This is from a magazine dated September 1977 with a bit of adaption from us. If you don't want to peel prawns about 500 grams cooked prawn flesh will do (DO NOT use shrimp or small cocktail prawns). Have not included chill time. Can take about 45 minutes to peel prawns (that's what I've allowed in preparation time). Originally suggested that you accompany the prawns with rice, pappadoms, sliced pineapple and cucumber, coconut and chutney. We usually have rice and steam vegetables. SUGGESTION if your curry should turn out with a gritty taste then put about 1/2 to teaspoon sugar with your curry powder and cut it through or use a mortar and pestel (blenders/food processors are too big for such a small amount).
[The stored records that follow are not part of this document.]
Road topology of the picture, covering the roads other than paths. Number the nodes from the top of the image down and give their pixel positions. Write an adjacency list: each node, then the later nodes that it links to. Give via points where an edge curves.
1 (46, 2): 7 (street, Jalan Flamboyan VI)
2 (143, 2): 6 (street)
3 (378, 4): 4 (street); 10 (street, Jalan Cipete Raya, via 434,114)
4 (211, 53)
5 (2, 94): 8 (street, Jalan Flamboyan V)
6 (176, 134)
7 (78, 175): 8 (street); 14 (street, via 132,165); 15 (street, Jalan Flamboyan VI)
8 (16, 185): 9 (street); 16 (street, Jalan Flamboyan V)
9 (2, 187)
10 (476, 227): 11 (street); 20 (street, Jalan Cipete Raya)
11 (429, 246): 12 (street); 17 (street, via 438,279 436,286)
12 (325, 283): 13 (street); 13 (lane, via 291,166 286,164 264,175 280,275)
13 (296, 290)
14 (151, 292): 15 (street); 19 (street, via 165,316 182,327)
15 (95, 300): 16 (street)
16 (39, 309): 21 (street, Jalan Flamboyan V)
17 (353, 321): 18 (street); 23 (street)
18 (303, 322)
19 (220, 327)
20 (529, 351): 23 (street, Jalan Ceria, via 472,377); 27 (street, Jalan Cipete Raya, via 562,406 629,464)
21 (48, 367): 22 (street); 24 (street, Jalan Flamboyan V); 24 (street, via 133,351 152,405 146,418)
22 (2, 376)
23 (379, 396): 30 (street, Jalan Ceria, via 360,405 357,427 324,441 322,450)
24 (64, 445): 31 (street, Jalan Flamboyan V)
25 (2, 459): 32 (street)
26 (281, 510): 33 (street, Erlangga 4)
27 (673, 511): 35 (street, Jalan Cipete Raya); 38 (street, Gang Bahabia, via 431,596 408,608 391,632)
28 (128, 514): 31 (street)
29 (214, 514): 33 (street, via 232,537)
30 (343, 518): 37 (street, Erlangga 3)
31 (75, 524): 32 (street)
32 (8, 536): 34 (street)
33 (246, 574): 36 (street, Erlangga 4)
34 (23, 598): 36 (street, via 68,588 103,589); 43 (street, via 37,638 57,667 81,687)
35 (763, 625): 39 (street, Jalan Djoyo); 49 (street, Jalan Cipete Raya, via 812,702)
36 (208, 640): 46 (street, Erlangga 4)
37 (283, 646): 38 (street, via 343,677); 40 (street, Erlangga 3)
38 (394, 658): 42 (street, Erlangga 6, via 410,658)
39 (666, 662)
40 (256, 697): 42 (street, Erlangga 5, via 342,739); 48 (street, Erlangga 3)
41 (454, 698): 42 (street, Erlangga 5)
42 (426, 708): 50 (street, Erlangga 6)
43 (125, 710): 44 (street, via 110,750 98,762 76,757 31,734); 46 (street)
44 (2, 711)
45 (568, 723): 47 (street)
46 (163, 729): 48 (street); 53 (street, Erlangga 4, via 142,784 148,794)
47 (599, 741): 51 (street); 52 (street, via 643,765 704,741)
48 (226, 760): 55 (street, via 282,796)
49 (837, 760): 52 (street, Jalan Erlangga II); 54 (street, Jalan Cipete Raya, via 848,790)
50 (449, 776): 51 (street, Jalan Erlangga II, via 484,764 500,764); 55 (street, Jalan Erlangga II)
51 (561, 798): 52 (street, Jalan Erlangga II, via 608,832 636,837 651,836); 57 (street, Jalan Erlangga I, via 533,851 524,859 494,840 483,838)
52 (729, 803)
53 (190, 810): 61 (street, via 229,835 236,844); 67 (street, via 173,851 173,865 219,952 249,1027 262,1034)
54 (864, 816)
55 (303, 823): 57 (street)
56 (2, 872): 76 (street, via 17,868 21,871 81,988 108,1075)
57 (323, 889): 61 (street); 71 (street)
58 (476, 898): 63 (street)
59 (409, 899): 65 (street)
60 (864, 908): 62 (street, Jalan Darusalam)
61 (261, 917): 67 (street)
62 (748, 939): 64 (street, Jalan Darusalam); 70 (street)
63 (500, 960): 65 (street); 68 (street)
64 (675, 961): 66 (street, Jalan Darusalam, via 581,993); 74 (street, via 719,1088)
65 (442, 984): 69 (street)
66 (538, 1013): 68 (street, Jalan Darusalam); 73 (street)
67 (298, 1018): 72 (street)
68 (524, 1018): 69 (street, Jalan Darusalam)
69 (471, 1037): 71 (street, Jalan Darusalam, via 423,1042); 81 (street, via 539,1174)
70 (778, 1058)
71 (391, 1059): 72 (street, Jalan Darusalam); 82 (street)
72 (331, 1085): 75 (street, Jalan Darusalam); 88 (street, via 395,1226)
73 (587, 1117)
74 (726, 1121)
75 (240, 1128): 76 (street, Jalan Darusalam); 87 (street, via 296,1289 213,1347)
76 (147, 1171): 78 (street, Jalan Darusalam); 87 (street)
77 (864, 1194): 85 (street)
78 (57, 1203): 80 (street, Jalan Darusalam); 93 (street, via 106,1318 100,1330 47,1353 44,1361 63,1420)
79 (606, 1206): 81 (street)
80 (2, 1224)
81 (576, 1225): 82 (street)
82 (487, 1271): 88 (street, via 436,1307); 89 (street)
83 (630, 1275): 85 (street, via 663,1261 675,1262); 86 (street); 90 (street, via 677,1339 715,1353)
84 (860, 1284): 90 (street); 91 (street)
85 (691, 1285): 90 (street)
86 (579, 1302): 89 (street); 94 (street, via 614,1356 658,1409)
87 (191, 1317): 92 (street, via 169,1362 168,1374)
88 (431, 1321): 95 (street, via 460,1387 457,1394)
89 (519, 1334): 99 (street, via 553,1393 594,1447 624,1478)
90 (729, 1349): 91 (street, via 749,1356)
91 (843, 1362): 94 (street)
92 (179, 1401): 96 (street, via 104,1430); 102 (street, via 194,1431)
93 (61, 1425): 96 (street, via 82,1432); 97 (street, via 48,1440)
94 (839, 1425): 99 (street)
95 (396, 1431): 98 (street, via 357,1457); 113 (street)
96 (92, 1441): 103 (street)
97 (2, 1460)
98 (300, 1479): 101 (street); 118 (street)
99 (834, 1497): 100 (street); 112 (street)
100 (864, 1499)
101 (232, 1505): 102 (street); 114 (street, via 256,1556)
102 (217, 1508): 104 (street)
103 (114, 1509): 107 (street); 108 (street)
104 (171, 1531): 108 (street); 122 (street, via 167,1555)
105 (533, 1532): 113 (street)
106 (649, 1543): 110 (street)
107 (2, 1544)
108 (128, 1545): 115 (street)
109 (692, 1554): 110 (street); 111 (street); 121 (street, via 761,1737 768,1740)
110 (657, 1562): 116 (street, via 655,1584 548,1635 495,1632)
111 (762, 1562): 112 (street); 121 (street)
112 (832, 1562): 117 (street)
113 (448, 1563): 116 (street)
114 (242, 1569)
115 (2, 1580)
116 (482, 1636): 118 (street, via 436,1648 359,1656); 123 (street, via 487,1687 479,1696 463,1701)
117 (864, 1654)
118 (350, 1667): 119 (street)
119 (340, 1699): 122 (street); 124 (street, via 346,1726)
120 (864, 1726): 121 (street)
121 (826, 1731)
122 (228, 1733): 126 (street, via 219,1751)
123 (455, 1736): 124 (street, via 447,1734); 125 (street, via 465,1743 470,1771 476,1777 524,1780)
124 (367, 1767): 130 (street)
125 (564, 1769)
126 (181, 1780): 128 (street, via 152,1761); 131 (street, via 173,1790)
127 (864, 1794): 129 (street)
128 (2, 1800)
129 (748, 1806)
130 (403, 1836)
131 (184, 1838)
- Shell and devein prawns.
- Place prawns in a bowl and pour cream over, cover and chill for 1 hour.
- Chop onion.
- Crush garlic and add salt.
- Melt butter in a heavy pan and saute onion and garlic over a low heat until onion is soft but not coloured.
- Add curry power, still over low heat and cook for about 3 minutes to release aroma.
- Sprinkle plain flour and continue cooking for 1 to 2 minutes.
- Remove pan from heat and add chicken stock, whisking until smooth.
- Return to a higher heat and cook until it boils and thickens.
- Reduce heat and add prawns with the cream, stirring to mix well together and until prawns are heated through.